Bei verspäteter Stellung eines Verlängerungsantrags kann eine Fiktionswirkung nach § 81 Abs. 4 AufenthG entstehen, wenn der Antrag in einem innerem Zusammenhang mit dem abgelaufenen Aufenthaltstitel steht (ständige Rechtsprechung des Senats). Angesichts der kurzen Geltungsdauer des Schengen-Visums fehlt es jedoch an einem solchen inneren Zusammenhang, da der Antrag auf Erteilung einer Aufenthaltserlaubnis mehr als zwei Monate nach Ablauf des Besuchsvisums gestellt wurde und keine besonderen Umstände des Einzelfalls eine andere Beurteilung erfordern.

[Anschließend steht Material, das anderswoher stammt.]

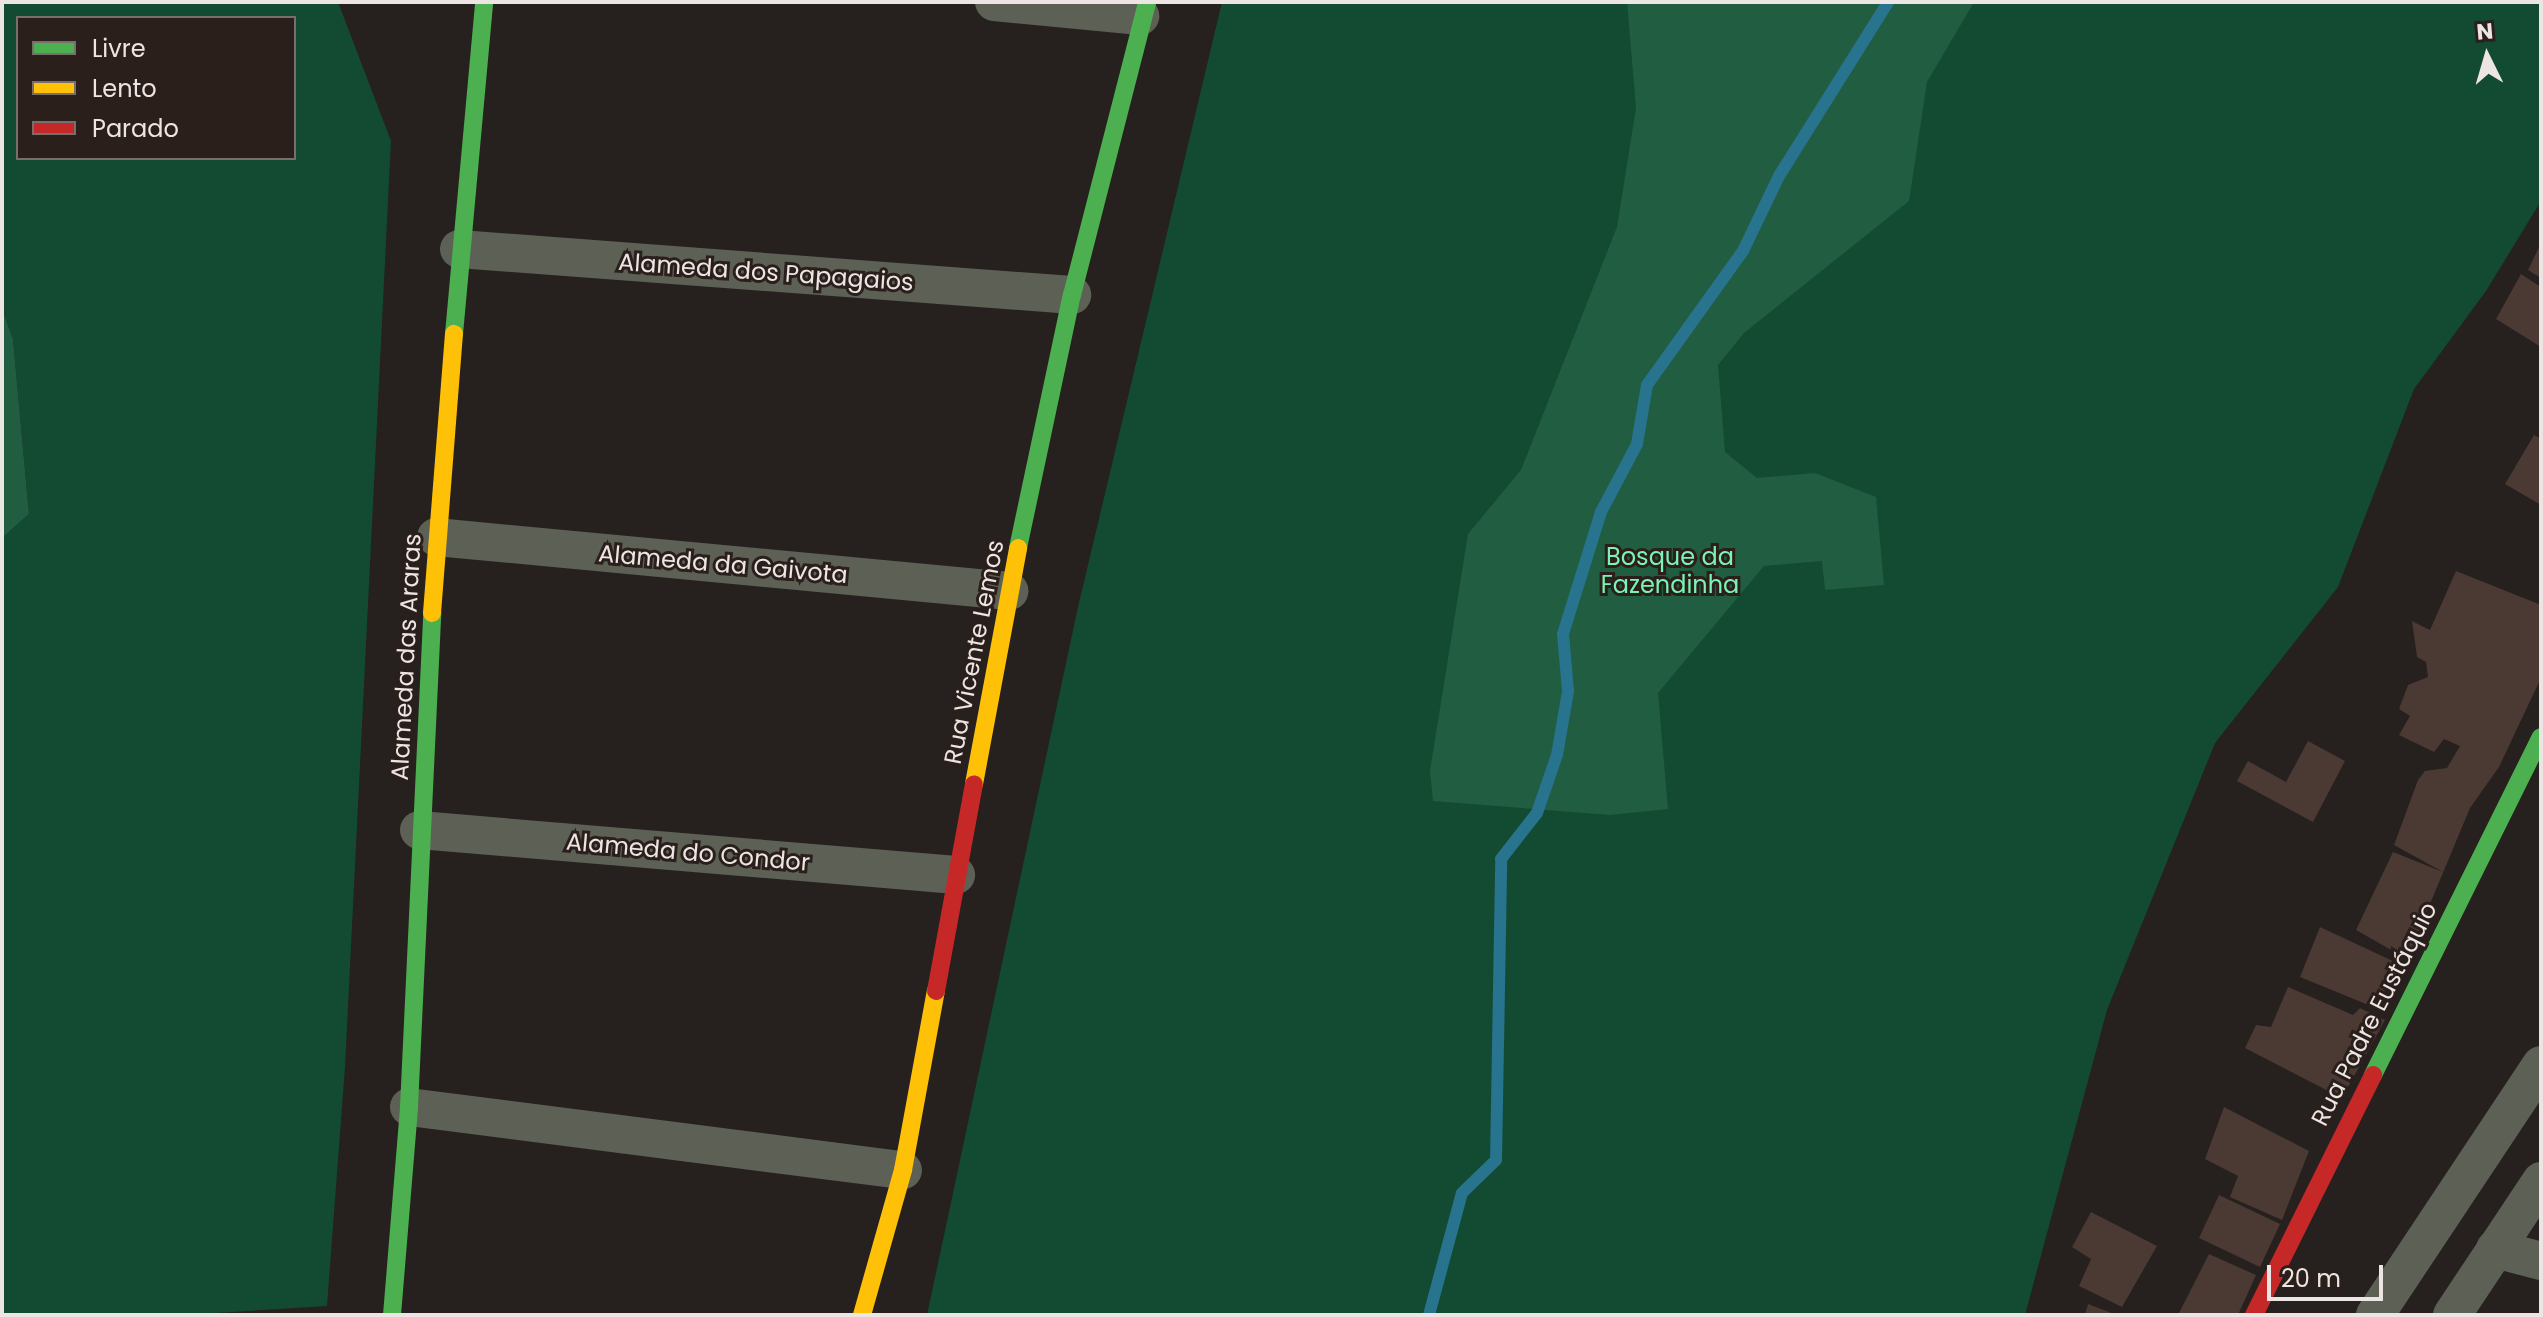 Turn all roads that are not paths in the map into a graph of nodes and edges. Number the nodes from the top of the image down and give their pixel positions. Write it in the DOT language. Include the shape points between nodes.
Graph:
graph roads {
  1 [pos="484,2"];
  2 [pos="994,2"];
  3 [pos="1143,9"];
  4 [pos="459,249"];
  5 [pos="1072,295"];
  6 [pos="436,537"];
  7 [pos="1009,591"];
  8 [pos="2541,737"];
  9 [pos="419,830"];
  10 [pos="956,875"];
  11 [pos="2541,1065"];
  12 [pos="409,1107"];
  13 [pos="903,1170"];
  14 [pos="2541,1181"];
  15 [pos="2495,1249"];
  16 [pos="2541,1261"];
  17 [pos="392,1315"];
  18 [pos="862,1315"];
  19 [pos="2254,1315"];
  20 [pos="2375,1315"];
  21 [pos="2452,1315"];
  1 -- 4 [label="street, Alameda das Araras"];
  2 -- 3 [label="street"];
  3 -- 5 [label="street, Rua Vicente Lemos"];
  4 -- 5 [label="street, Alameda dos Papagaios"];
  4 -- 6 [label="street, Alameda das Araras"];
  5 -- 7 [label="street, Rua Vicente Lemos"];
  6 -- 7 [label="street, Alameda da Gaivota"];
  6 -- 9 [label="street, Alameda das Araras"];
  7 -- 10 [label="street, Rua Vicente Lemos"];
  8 -- 19 [label="street, Rua Padre Eustáquio"];
  9 -- 10 [label="street, Alameda do Condor"];
  9 -- 12 [label="street, Alameda das Araras"];
  10 -- 13 [label="street, Rua Vicente Lemos"];
  11 -- 20 [label="street"];
  12 -- 13 [label="street"];
  12 -- 17 [label="street, Alameda das Araras"];
  13 -- 18 [label="street, Rua Vicente Lemos"];
  14 -- 15 [label="street"];
  15 -- 16 [label="street"];
  15 -- 21 [label="street"];
} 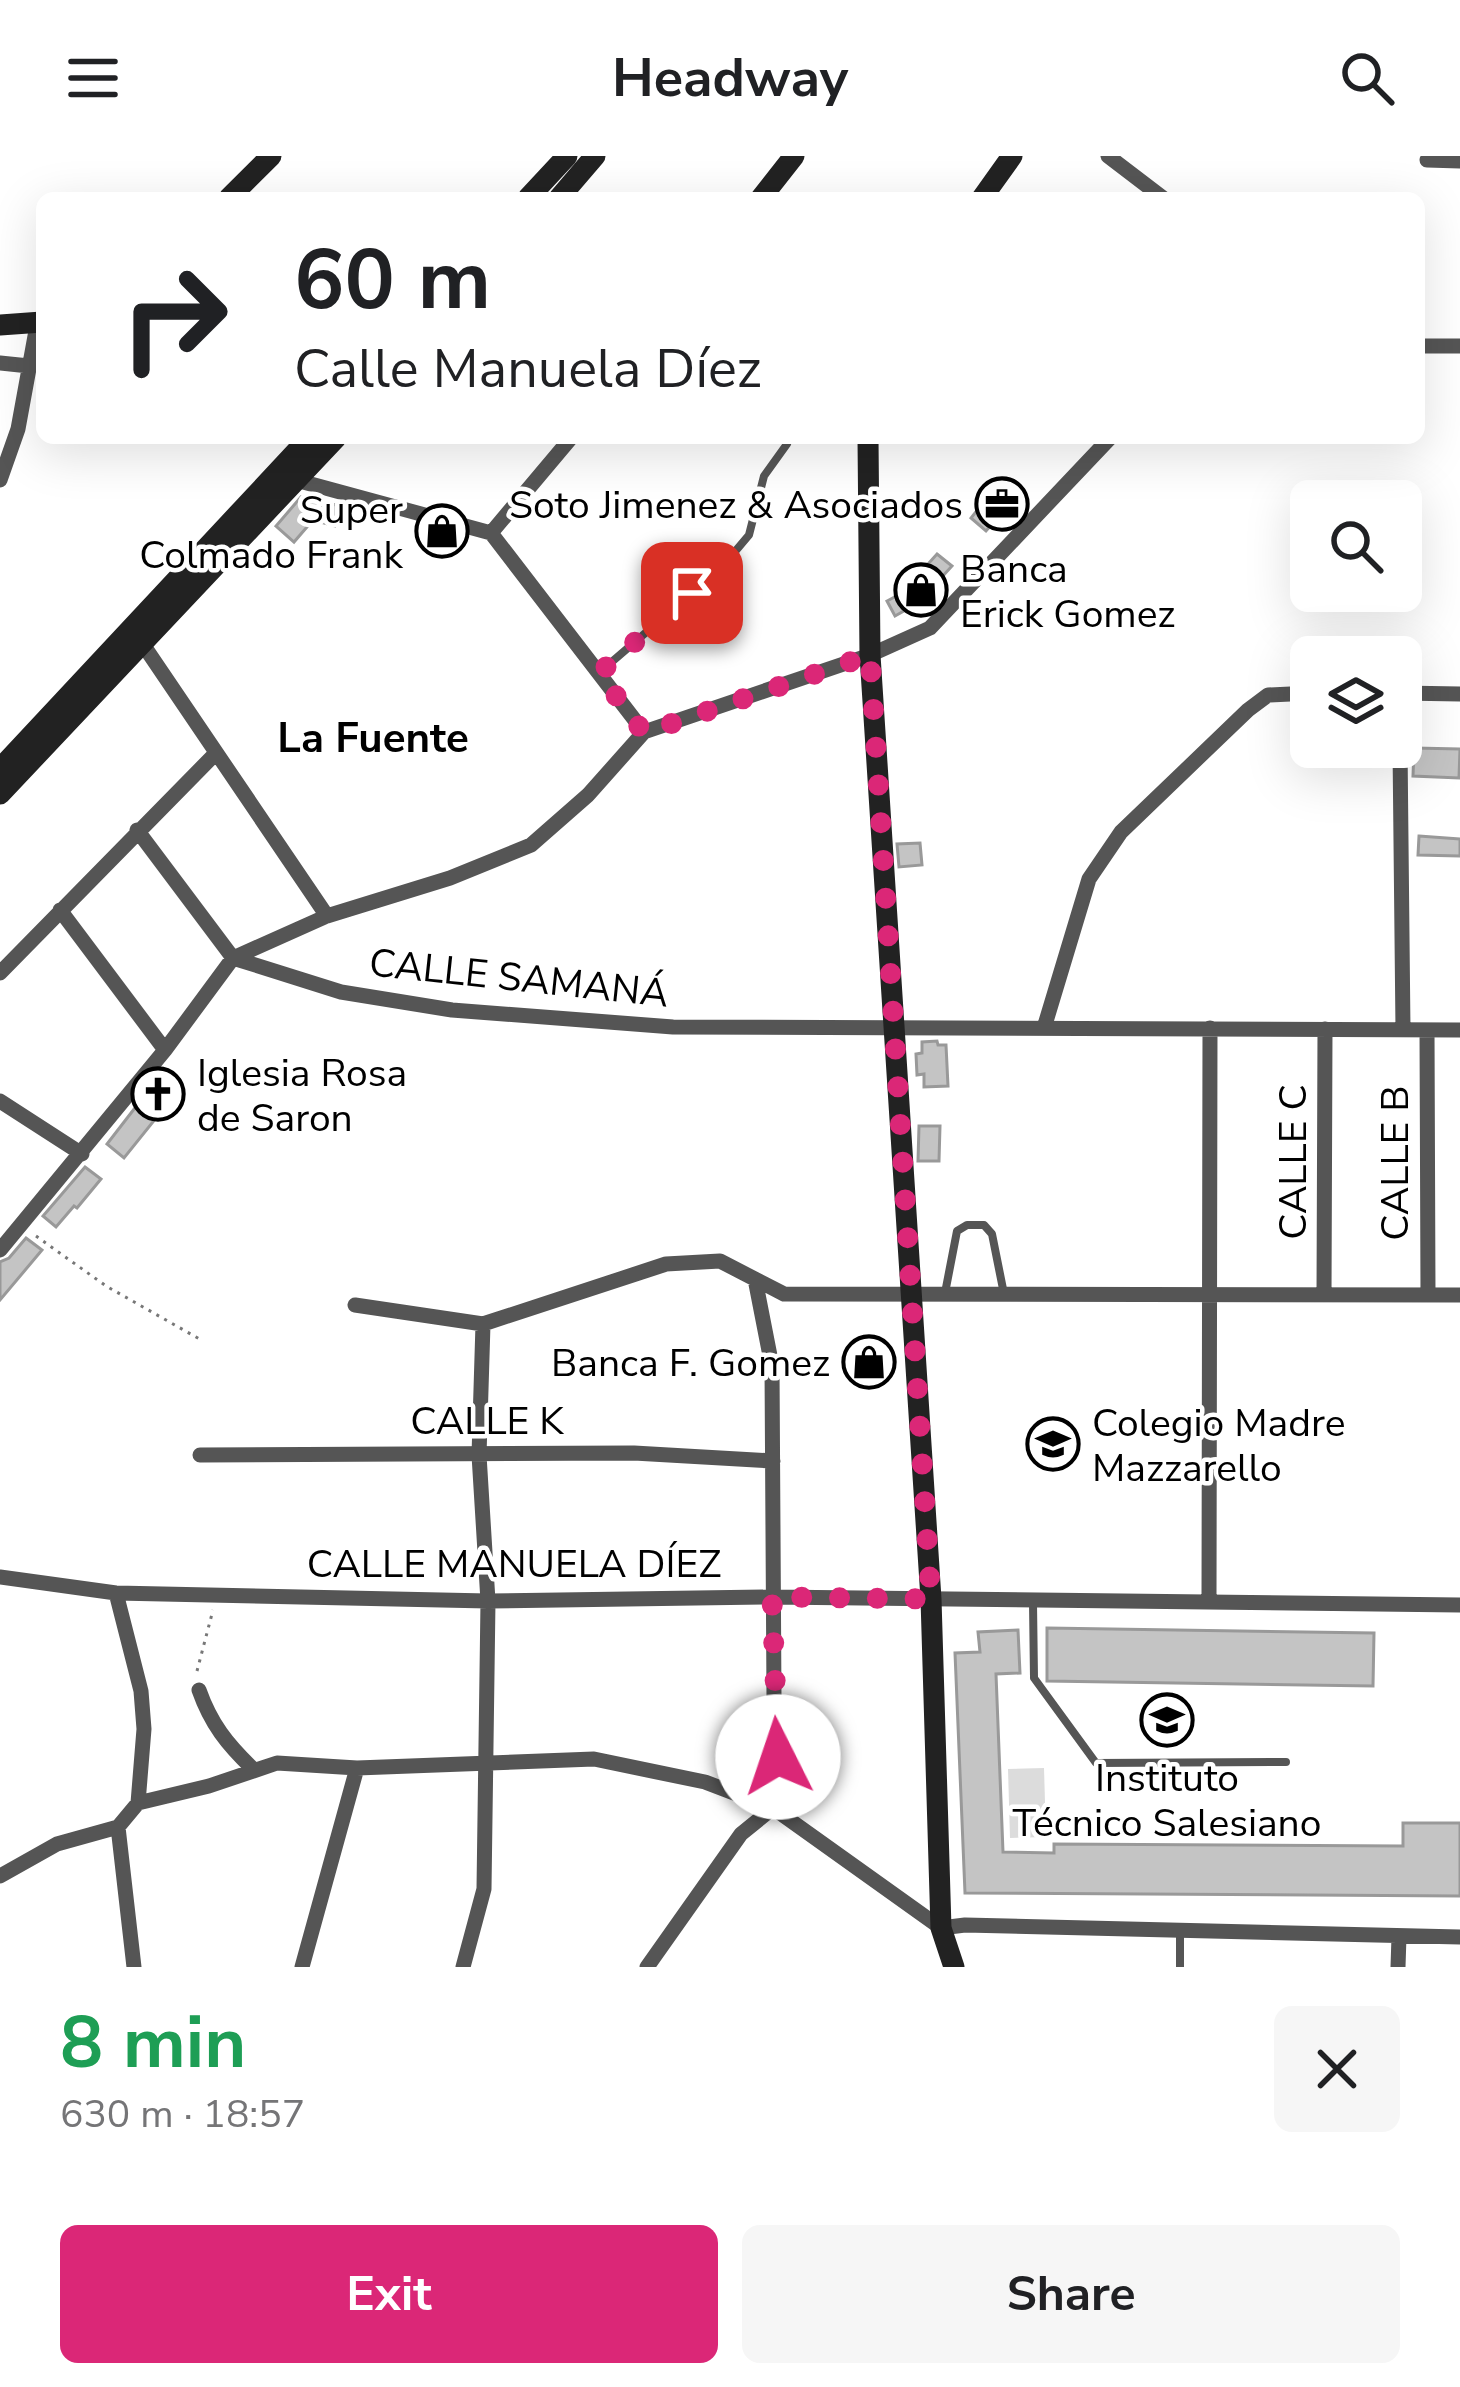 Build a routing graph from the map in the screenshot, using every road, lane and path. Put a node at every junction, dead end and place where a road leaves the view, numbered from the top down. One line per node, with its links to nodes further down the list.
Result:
1 (271, 156): 9 (main road)
2 (567, 156): 10 (main road)
3 (595, 156): 11 (main road)
4 (794, 156): 12 (main road)
5 (1012, 156): 13 (main road)
6 (1108, 156): 14 (street)
7 (1426, 160): 8 (street)
8 (1460, 161)
9 (235, 192)
10 (534, 192)
11 (564, 192)
12 (766, 192)
13 (986, 192)
14 (1155, 192)
15 (36, 323): 16 (main road)
16 (0, 325)
17 (36, 338): 21 (street)
18 (1425, 346): 19 (street)
19 (1460, 346)
20 (0, 363): 21 (street)
21 (29, 365): 28 (street)
22 (303, 444): 40 (main road)
23 (330, 444): 29 (main road)
24 (567, 444): 30 (street)
25 (787, 444): 33 (lane)
26 (868, 444): 32 (main road)
27 (1104, 444): 32 (street)
28 (0, 480)
29 (296, 480): 30 (street); 31 (main road)
30 (491, 533): 33 (street)
31 (142, 643): 38 (street); 41 (main road)
32 (870, 655): 37 (street); 47 (main road)
33 (599, 673): 37 (street)
34 (1422, 693): 36 (street)
35 (1290, 694): 48 (street)
36 (1460, 694)
37 (644, 733): 44 (street)
38 (216, 753): 42 (street); 44 (street)
39 (1400, 768): 51 (street)
40 (0, 769)
41 (0, 794)
42 (137, 830): 43 (street); 45 (street)
43 (61, 910): 46 (street); 54 (street)
44 (327, 916): 45 (street)
45 (233, 958): 47 (street, CALLE SAMANÁ); 54 (street)
46 (2, 965)
47 (892, 1028): 48 (street, CALLE SAMANÁ); 65 (main road)
48 (1043, 1028): 49 (street, CALLE SAMANÁ)
49 (1210, 1028): 50 (street, CALLE SAMANÁ); 60 (street)
50 (1325, 1029): 51 (street, CALLE SAMANÁ); 61 (street, CALLE C)
51 (1403, 1030): 52 (street, CALLE SAMANÁ)
52 (1426, 1030): 53 (street, CALLE SAMANÁ); 63 (street, CALLE B)
53 (1460, 1030)
54 (165, 1050): 56 (street)
55 (0, 1101): 56 (street)
56 (82, 1154): 57 (street)
57 (20, 1224): 58 (street); 69 (path)
58 (0, 1250)
59 (754, 1279): 65 (street); 68 (street); 72 (street)
60 (1211, 1294): 61 (street); 62 (street); 80 (street)
61 (1324, 1294): 63 (street)
62 (1004, 1295): 66 (street); 66 (lane)
63 (1427, 1295): 64 (street)
64 (1460, 1295)
65 (914, 1296): 66 (street); 77 (main road)
66 (945, 1296)
67 (355, 1305): 68 (street)
68 (483, 1324): 70 (street)
69 (203, 1341)
70 (479, 1454): 71 (street, CALLE K); 72 (street, CALLE K); 79 (street)
71 (200, 1455)
72 (773, 1461): 76 (street)
73 (0, 1577): 74 (street, CALLE MANUELA DÍEZ)
74 (116, 1593): 75 (street, CALLE MANUELA DÍEZ); 87 (street)
75 (218, 1593): 79 (street, CALLE MANUELA DÍEZ); 82 (path)
76 (772, 1597): 77 (street, CALLE MANUELA DÍEZ); 79 (street, CALLE MANUELA DÍEZ); 88 (street)
77 (931, 1599): 78 (street, CALLE MANUELA DÍEZ); 91 (main road)
78 (1033, 1600): 80 (street, CALLE MANUELA DÍEZ); 84 (lane)
79 (488, 1601): 83 (street)
80 (1209, 1602): 81 (street, CALLE MANUELA DÍEZ)
81 (1460, 1605)
82 (199, 1690): 86 (street)
83 (484, 1762): 85 (street); 88 (street); 97 (street)
84 (1286, 1762)
85 (357, 1768): 86 (street); 96 (street)
86 (253, 1769): 87 (street)
87 (138, 1803): 89 (street)
88 (773, 1808): 91 (street); 98 (street)
89 (118, 1827): 90 (street); 95 (street)
90 (0, 1876)
91 (941, 1928): 92 (street); 99 (main road)
92 (1180, 1930): 93 (street); 100 (lane)
93 (1400, 1936): 94 (street); 101 (street)
94 (1460, 1937)
95 (128, 1966)
96 (302, 1967)
97 (463, 1967)
98 (647, 1967)
99 (954, 1967)
100 (1180, 1967)
101 (1398, 1967)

Schlagwörter: Fiktionswirkung, vorläufiger Rechtsschutz, Wechsel des Aufenthaltszwecks, verspätete Antragstellung, Schengen-Visum, Aufenthaltserlaubnis
Normen: AufenthG § 81 Abs. 4, AufenthG § 81 Abs. 2 S. 2, AufenthV § 41 Abs. 3 S. 1, AufenthG § 6 Abs. 1 S. 1 Nr. 2
Auszüge:

[...]

Der Senat hat bereits entschieden, dass auch ein Schengen-Visum geeignet ist, die Fortbestandsfiktion nach § 81 Abs. 4 AufenthG auszulösen (vgl. OVG NRW, Beschluss vom 1. September 2008 - 18 B 943/08 -, InfAuslR 2009, 74).

Dem Eintritt der Fiktionswirkung stand aber entgegen, dass der Antrag erst am 25. August 2008 und damit mehr als zwei Monate nach Ablauf des bis zum 18. Juni 2008 verlängerten Visums gestellt wurde. Der Senat geht in ständiger Rechtsprechung davon aus, dass die Fortbestandsfiktion des § 81 Abs. 4 AufenthG auch eingreift, wenn der Antrag auf Verlängerung des Aufenthaltstitels erst nach Ablauf der Geltungsdauer des Titels und damit verspätet gestellt wird; der Antrag muss jedoch in innerem Zusammenhang und dabei insbesondere in zeitlicher Nähe mit dem Ablauf der Geltungsdauer des Aufenthaltstitels gestellt werden (OVG NRW, Beschlüsse vom 24. Juli 2009 - 18 B 1661/08 -, juris; vom 6. Juli 2007 - 18 B 2184/06 -, juris, und vom 23. März 2006 - 18 B 120/06 -, NWVBl. 2006, 368).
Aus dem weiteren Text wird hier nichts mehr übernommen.